Watching from the front row of the courtroom was Henley’s 26-year-old brother, Eric, who followed his brother at the podium and entered a guilty plea to charges that he participated in a conspiracy to distribute 25 kilograms of cocaine. Eric Henley probably will be sentenced to seven to eight years in prison, prosecutors said. Both sentencings are scheduled for January.

The guilty pleas entered by the brothers, in negotiations for several weeks, signify a major breakthrough in a complicated three-year legal case that began as a drug trafficking trial but grew increasingly complex over time.

Darryl Henley was convicted of cocaine trafficking along with four co-defendants in 1995. While he was awaiting sentencing in the downtown Los Angeles jail, authorities learned that Henley had ordered the killing of U.S. District Judge Gary L. Taylor, who presided over his trial, and of Tracy Donaho, a former Ram cheerleader who testified against him.

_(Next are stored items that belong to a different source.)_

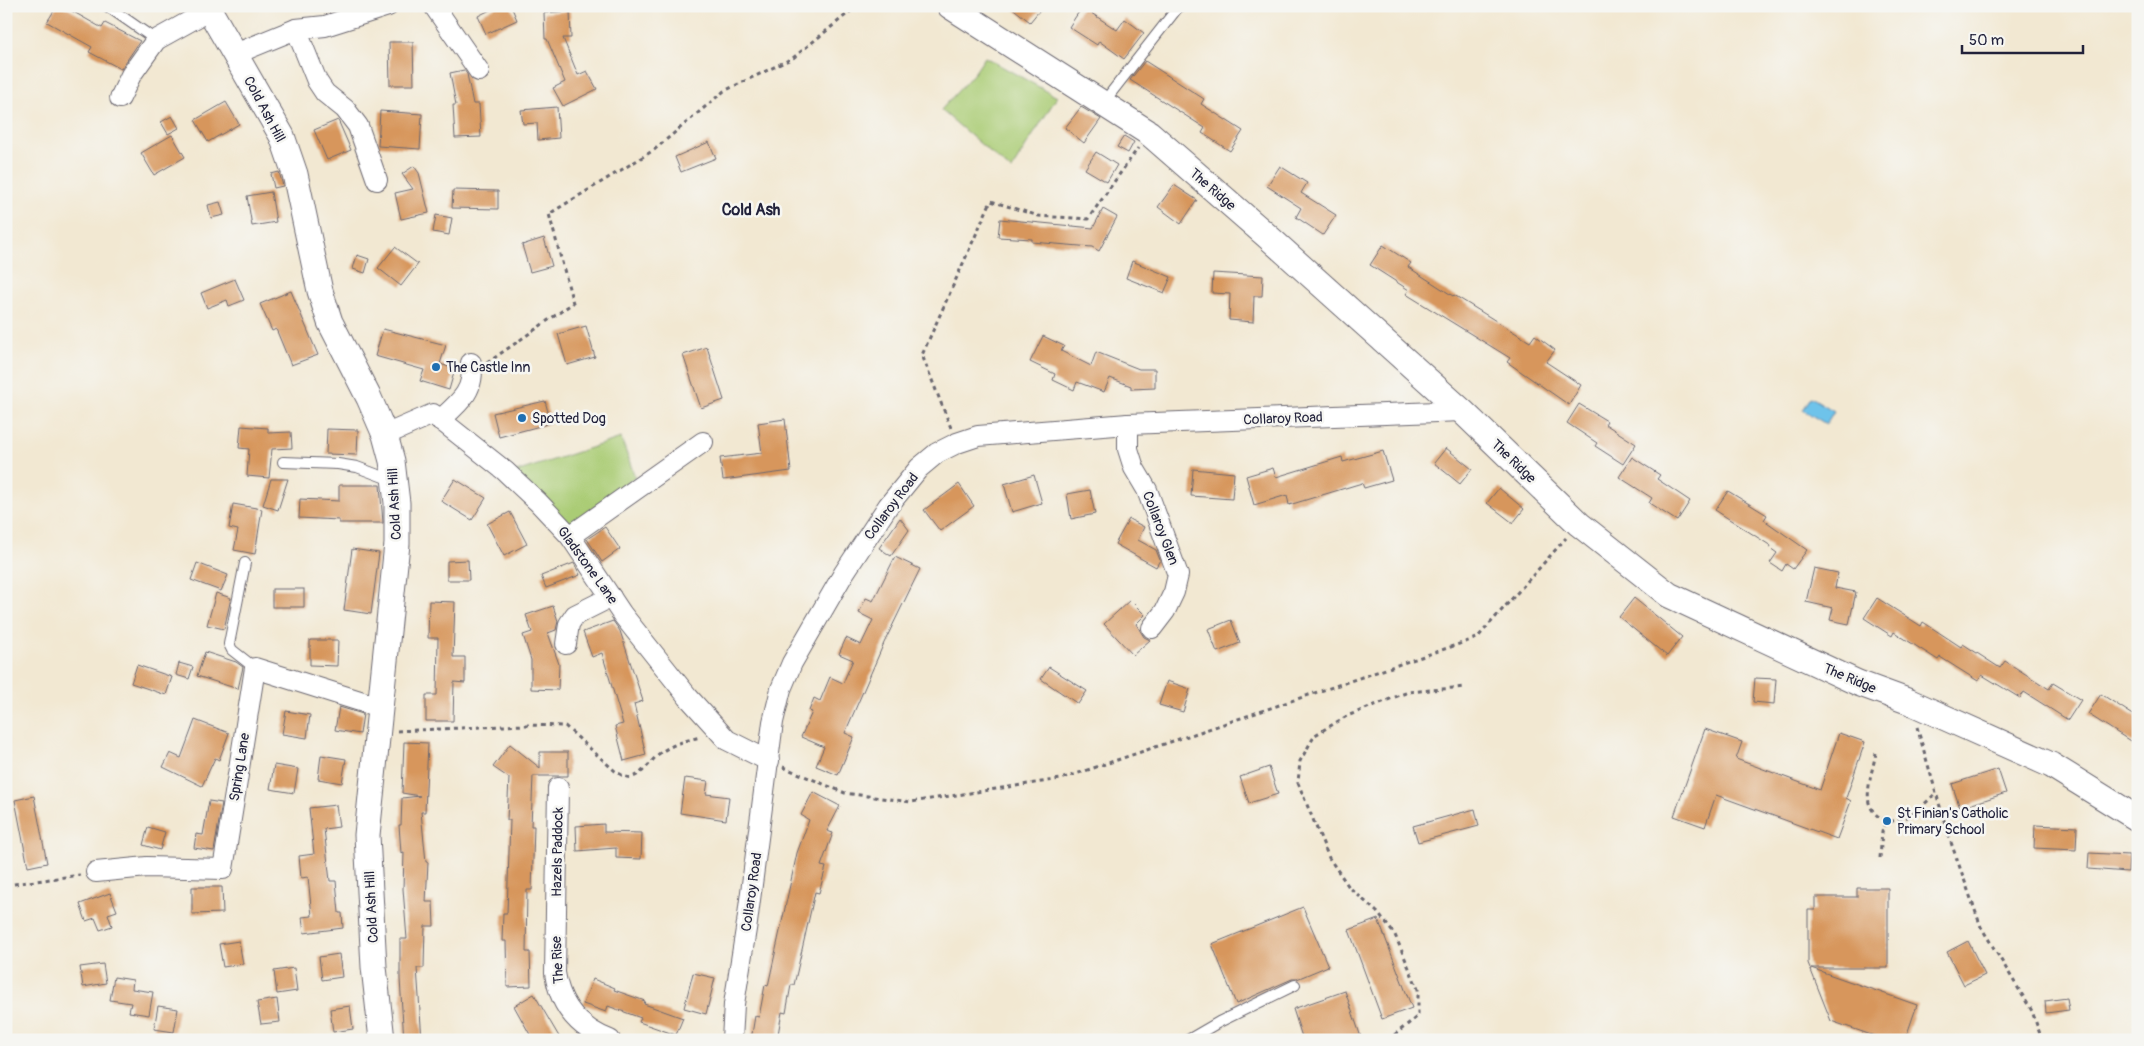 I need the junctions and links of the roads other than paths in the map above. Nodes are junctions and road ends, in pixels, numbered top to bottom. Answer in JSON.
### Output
{"nodes":[{"id":1,"x":106,"y":6,"type":"edge"},
{"id":2,"x":388,"y":6,"type":"edge"},
{"id":3,"x":434,"y":6,"type":"edge"},
{"id":4,"x":950,"y":6,"type":"edge"},
{"id":5,"x":1179,"y":6,"type":"edge"},
{"id":6,"x":209,"y":8,"type":"edge"},
{"id":7,"x":296,"y":29,"type":"junction"},
{"id":8,"x":156,"y":40,"type":"junction"},
{"id":9,"x":235,"y":54,"type":"junction"},
{"id":10,"x":479,"y":71,"type":"dead end"},
{"id":11,"x":120,"y":98,"type":"dead end"},
{"id":12,"x":1103,"y":104,"type":"junction"},
{"id":13,"x":377,"y":180,"type":"dead end"},
{"id":14,"x":472,"y":368,"type":"road end"},
{"id":15,"x":1462,"y":411,"type":"junction"},
{"id":16,"x":440,"y":420,"type":"junction"},
{"id":17,"x":1128,"y":424,"type":"junction"},
{"id":18,"x":385,"y":435,"type":"junction"},
{"id":19,"x":703,"y":442,"type":"dead end"},
{"id":20,"x":283,"y":462,"type":"dead end"},
{"id":21,"x":394,"y":482,"type":"junction"},
{"id":22,"x":570,"y":536,"type":"junction"},
{"id":23,"x":245,"y":563,"type":"dead end"},
{"id":24,"x":611,"y":597,"type":"junction"},
{"id":25,"x":1152,"y":628,"type":"dead end"},
{"id":26,"x":566,"y":644,"type":"dead end"},
{"id":27,"x":255,"y":668,"type":"junction"},
{"id":28,"x":379,"y":707,"type":"junction"},
{"id":29,"x":769,"y":761,"type":"junction"},
{"id":30,"x":558,"y":788,"type":"dead end"},
{"id":31,"x":2138,"y":819,"type":"edge"},
{"id":32,"x":96,"y":872,"type":"road end"},
{"id":33,"x":556,"y":916,"type":"joint"},
{"id":34,"x":1296,"y":985,"type":"dead end"},
{"id":35,"x":382,"y":1040,"type":"edge"},
{"id":36,"x":610,"y":1040,"type":"edge"},
{"id":37,"x":732,"y":1040,"type":"edge"},
{"id":38,"x":1188,"y":1040,"type":"edge"}],
"edges":[{"from":1,"to":8,"type":"lane"},
{"from":2,"to":7,"type":"street"},
{"from":3,"to":10,"type":"street"},
{"from":4,"to":12,"type":"street","name":"The Ridge"},
{"from":5,"to":12,"type":"lane"},
{"from":6,"to":8,"type":"street"},
{"from":6,"to":9,"type":"street","name":"Cold Ash Hill"},
{"from":7,"to":9,"type":"street"},
{"from":7,"to":13,"type":"street"},
{"from":8,"to":11,"type":"street"},
{"from":9,"to":18,"type":"street","name":"Cold Ash Hill"},
{"from":12,"to":15,"type":"street","name":"The Ridge"},
{"from":14,"to":16,"type":"street"},
{"from":15,"to":17,"type":"street","name":"Collaroy Road"},
{"from":15,"to":31,"type":"street","name":"The Ridge"},
{"from":16,"to":18,"type":"street"},
{"from":16,"to":22,"type":"street","name":"Gladstone Lane"},
{"from":17,"to":25,"type":"street","name":"Collaroy Glen"},
{"from":17,"to":29,"type":"street","name":"Collaroy Road"},
{"from":18,"to":21,"type":"street","name":"Cold Ash Hill"},
{"from":19,"to":22,"type":"street"},
{"from":20,"to":21,"type":"lane"},
{"from":21,"to":28,"type":"street","name":"Cold Ash Hill"},
{"from":22,"to":24,"type":"street","name":"Gladstone Lane"},
{"from":23,"to":27,"type":"lane"},
{"from":24,"to":26,"type":"street"},
{"from":24,"to":29,"type":"street","name":"Gladstone Lane"},
{"from":27,"to":28,"type":"street"},
{"from":27,"to":32,"type":"street","name":"Spring Lane"},
{"from":28,"to":35,"type":"street","name":"Cold Ash Hill"},
{"from":29,"to":37,"type":"street","name":"Collaroy Road"},
{"from":30,"to":33,"type":"street","name":"Hazels Paddock"},
{"from":33,"to":36,"type":"street","name":"The Rise"},
{"from":34,"to":38,"type":"lane"}]}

Henley used a cellular phone smuggled to him by a jail guard to both orchestrate drug deals and hire a killer, prosecutors said. In both cases, the deals were arranged with undercover federal agents posing as criminals. The prosecution said federal agents had tape-recorded Henley discussing the heroin deal with an undercover agent as a way to finance the pair of $100,000 contract hits.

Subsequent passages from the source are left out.